I’m really interested in the psychology of it — so if I have something going on a consistent level and then could come back and get some quantitative and qualitative data about what does this really mean for your workday? So after your spend an hour laughing with random people you don’t know but really getting to create something, and meet new people, and laugh, and kind of let go of your inhibitions for that one hour before work, does this really make your day better? I would really be interested in the long-term effects of that. There are all these studies about working out before the workday. What would it mean to laugh-out before the workday, and how much data would I need to prove that this is something that could really help people just enjoy their day?

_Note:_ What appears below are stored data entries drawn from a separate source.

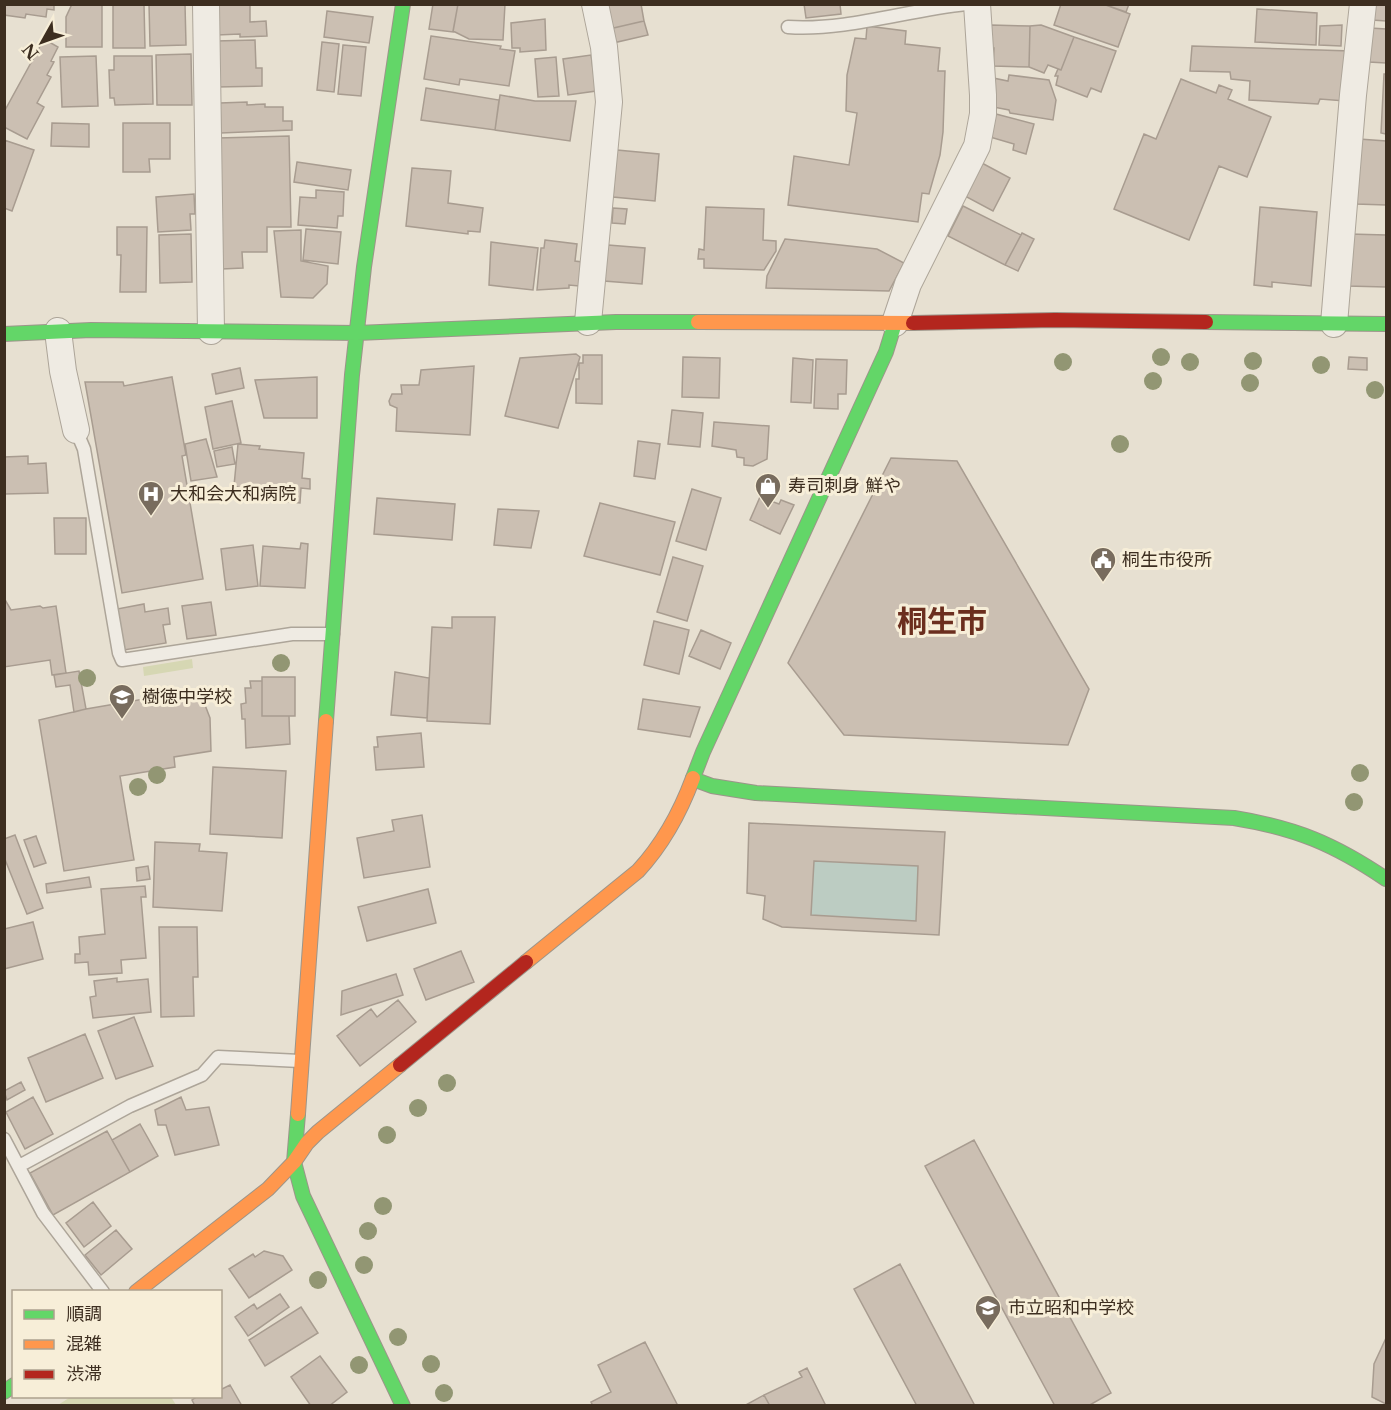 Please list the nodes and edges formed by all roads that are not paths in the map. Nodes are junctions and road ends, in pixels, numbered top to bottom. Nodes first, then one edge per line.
1 (206, 4) edge
2 (403, 4) edge
3 (595, 4) edge
4 (966, 4) edge
5 (977, 4) edge
6 (1363, 4) edge
7 (788, 27) dead end
8 (588, 322) junction
9 (896, 323) junction
10 (1334, 324) junction
11 (1386, 324) edge
12 (58, 331) junction
13 (211, 332) junction
14 (357, 333) junction
15 (4, 334) edge
16 (76, 430) joint
17 (334, 634) junction
18 (693, 779) junction
19 (1386, 879) edge
20 (302, 1062) junction
21 (4, 1139) edge
22 (294, 1162) junction
23 (19, 1166) junction
24 (101, 1290) edge
25 (139, 1290) edge
26 (404, 1406) edge

1 - 13 street
2 - 14 street
3 - 8 street
4 - 7 lane
5 - 9 street
6 - 10 street
8 - 9 street
8 - 14 street
9 - 10 street
9 - 18 street
10 - 11 street
12 - 13 street
12 - 15 street
12 - 16 street
13 - 14 street
14 - 17 street
16 - 17 lane
17 - 20 street
18 - 19 street
18 - 22 street
20 - 22 street
20 - 23 lane
21 - 23 lane
22 - 25 street
22 - 26 street
23 - 24 lane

So I think long-term I would really like to see it as a tool that people use, just like going to the gym — maybe a tool that they use once or twice a week to come in and start their day off on a really joyful step. And I would like to speak from a really balanced look at what this can do to improve your day or your outlook on your week. I think it’s a wonderful way to build community, when you’re meeting new people in the community doing their thing, whatever that is. Detroit right now is such a wonderful place of connection, and I think we could really use this as a tool for connection.
Detroit’s been through so much over the last decade or two decades, and I think some good laughs, and building community, and laughing with strangers I think really, certainly kind of takes it to another level in terms of that community.
So I just wanted to thank you again for your time. I guess one final question — one fun question — would be if you could give one piece of advice that you think everyone should try or take a lesson from improv, what do you think that would be?
I do think the “Yes, and” is the most important thing, because when people feel supported, they can be the best version of themselves. It doesn’t matter if you’re a 10-year-old or a 25-year-old or a 52-year-old, I think just saying “Yes, and” is a great way to conduct your personal life, and your personal relationships, and your professional world. It’s really just meeting people where they are — and not only meeting them, but allowing them and encouraging them to be who they are. That’s definitely been the biggest takeaway for me.
Well, I will definitely be practicing, let me just say. Well, thank you again, Frankie. I appreciate your time, and it’s been nice talking with you.